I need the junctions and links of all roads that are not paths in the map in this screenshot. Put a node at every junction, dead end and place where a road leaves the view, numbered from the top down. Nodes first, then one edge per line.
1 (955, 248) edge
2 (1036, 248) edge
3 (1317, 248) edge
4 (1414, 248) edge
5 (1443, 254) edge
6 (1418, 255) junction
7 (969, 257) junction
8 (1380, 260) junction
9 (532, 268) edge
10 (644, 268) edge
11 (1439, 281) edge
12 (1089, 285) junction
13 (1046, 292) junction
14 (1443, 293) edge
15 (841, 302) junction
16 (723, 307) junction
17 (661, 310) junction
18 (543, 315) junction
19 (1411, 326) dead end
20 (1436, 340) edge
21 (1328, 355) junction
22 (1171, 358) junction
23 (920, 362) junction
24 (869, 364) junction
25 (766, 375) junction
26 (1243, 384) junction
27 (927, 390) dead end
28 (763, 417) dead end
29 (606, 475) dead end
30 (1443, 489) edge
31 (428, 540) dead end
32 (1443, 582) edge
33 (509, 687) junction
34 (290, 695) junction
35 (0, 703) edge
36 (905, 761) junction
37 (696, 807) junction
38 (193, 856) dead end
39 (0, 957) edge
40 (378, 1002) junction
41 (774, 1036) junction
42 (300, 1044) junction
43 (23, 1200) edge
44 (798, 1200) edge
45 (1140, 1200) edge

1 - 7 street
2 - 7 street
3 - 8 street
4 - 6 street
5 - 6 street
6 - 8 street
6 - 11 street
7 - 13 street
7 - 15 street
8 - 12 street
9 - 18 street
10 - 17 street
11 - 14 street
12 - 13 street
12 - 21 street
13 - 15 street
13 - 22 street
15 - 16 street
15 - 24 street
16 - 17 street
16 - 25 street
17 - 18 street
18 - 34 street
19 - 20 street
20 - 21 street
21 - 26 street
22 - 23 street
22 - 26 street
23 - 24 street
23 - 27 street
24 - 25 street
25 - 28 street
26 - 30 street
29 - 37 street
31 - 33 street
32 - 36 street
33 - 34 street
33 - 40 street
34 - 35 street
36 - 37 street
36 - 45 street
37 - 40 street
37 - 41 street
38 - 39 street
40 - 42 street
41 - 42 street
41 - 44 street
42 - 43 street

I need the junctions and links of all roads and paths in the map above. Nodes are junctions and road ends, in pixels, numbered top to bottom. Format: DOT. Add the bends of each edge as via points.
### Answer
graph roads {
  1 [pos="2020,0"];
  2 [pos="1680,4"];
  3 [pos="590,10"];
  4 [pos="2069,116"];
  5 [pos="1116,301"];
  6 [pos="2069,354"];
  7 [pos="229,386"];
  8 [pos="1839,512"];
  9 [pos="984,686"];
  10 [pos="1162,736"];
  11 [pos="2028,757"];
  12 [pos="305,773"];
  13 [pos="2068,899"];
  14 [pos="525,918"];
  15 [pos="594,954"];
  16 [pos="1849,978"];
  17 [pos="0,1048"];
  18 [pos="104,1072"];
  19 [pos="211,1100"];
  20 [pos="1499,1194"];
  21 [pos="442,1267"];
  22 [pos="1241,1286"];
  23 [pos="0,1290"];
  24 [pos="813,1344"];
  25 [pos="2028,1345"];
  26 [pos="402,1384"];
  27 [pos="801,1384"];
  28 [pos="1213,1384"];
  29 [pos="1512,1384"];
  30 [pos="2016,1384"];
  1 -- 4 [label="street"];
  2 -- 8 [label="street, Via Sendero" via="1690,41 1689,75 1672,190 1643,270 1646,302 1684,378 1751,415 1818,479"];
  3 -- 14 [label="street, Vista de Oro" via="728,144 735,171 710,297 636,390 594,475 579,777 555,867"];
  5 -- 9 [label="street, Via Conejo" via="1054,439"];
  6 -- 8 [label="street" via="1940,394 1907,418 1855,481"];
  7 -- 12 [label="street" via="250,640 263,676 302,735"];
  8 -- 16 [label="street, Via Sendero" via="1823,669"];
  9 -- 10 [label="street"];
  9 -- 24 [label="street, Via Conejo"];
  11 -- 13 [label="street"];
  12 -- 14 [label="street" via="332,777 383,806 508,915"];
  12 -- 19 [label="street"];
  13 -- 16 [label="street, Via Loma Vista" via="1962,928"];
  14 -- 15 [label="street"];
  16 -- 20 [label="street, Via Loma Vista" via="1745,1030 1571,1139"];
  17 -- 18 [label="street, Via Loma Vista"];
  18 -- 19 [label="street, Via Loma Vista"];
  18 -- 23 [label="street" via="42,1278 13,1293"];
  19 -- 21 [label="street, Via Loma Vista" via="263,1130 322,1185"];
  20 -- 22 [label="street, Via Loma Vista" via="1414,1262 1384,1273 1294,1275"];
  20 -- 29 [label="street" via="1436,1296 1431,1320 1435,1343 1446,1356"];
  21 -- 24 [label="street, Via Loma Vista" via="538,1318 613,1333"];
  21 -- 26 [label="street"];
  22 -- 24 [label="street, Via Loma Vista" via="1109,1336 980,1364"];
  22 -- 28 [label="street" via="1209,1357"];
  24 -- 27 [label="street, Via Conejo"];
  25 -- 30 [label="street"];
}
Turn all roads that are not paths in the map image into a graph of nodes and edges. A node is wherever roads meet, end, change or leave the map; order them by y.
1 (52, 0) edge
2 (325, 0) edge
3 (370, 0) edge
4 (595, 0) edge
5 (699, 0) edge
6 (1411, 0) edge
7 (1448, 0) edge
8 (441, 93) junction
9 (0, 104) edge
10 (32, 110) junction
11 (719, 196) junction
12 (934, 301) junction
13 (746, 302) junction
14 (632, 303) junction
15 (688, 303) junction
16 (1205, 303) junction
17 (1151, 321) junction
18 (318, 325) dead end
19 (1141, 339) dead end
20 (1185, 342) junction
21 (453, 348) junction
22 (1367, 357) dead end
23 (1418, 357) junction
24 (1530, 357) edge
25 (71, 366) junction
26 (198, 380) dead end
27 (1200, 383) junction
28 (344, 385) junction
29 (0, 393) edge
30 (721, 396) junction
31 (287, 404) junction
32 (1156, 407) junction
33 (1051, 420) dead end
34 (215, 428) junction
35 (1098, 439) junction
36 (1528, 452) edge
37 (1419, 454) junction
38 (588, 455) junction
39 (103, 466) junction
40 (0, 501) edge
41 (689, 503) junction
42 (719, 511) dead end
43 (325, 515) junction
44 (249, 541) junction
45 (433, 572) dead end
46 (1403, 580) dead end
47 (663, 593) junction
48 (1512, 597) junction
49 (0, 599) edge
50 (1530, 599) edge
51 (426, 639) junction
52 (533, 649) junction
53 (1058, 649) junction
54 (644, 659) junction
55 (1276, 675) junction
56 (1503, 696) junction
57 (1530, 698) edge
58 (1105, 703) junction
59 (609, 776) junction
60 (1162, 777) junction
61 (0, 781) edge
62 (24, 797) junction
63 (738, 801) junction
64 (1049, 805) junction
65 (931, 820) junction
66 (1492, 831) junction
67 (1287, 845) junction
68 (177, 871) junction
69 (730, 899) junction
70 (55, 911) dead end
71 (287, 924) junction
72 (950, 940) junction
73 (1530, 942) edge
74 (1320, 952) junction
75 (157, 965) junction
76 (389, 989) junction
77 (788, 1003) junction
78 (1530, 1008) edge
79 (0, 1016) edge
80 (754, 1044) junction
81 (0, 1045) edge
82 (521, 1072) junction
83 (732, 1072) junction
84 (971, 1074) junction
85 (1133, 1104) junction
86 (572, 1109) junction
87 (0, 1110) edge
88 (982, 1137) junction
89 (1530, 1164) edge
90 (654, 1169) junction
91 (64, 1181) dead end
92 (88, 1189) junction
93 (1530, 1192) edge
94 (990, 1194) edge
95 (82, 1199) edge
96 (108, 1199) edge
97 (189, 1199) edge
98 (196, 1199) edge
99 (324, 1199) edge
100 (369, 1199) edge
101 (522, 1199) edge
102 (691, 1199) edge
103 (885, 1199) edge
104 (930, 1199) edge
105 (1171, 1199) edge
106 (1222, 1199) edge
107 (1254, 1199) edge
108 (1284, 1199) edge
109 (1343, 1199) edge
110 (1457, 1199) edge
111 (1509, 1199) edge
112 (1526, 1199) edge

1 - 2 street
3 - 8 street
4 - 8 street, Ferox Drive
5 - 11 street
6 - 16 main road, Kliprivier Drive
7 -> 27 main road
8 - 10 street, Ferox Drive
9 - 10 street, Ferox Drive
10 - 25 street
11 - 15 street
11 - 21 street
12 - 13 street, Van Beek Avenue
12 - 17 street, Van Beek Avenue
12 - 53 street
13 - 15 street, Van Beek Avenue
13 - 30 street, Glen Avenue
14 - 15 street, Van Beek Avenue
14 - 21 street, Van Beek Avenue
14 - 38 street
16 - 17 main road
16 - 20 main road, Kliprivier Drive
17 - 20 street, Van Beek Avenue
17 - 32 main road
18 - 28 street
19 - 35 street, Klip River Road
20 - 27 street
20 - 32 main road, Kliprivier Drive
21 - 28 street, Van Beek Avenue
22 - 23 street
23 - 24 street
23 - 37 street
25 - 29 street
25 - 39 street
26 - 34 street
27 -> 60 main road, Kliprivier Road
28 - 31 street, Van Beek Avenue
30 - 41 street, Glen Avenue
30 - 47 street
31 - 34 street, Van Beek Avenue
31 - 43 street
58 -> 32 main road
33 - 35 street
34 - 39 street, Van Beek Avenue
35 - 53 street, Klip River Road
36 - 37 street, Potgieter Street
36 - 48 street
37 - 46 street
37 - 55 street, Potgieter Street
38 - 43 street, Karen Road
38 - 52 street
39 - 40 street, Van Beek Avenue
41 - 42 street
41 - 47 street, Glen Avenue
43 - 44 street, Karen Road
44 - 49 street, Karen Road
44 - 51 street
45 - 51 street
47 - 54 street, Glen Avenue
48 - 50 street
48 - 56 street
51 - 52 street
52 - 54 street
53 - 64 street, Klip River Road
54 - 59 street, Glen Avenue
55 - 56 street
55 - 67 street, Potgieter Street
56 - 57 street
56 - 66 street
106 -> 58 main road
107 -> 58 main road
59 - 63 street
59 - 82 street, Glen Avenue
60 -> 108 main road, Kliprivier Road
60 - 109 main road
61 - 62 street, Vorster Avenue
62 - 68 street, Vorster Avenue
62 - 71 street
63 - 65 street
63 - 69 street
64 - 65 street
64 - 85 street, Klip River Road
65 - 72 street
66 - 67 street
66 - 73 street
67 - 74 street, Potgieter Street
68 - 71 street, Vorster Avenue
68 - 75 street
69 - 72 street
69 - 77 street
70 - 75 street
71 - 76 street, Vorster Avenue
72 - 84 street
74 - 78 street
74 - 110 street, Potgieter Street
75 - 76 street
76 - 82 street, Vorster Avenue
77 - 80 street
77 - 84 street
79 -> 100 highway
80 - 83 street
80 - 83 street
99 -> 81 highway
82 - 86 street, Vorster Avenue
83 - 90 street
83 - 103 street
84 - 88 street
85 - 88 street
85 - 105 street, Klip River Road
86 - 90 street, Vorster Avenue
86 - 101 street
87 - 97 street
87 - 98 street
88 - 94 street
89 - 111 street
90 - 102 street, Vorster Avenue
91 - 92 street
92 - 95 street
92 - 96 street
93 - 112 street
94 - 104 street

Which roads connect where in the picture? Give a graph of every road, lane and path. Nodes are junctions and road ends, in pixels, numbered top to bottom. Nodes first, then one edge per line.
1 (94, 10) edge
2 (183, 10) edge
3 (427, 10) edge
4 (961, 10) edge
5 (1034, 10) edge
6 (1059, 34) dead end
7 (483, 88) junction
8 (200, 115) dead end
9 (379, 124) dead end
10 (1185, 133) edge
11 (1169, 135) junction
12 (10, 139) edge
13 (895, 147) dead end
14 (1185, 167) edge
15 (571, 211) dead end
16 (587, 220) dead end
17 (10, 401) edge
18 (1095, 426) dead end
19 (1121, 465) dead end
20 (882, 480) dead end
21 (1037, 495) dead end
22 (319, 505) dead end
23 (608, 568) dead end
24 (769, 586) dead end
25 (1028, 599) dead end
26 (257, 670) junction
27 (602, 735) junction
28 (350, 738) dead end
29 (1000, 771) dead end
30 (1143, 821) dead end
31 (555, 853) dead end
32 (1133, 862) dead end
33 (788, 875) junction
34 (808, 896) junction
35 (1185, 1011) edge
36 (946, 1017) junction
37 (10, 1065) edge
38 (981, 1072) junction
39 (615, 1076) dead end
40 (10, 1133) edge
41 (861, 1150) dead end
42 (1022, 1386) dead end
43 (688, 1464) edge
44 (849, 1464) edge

+++++

→ Task goal
Tell how many lines above include "Vista", and add no other text.

→ Answer for this exercise
9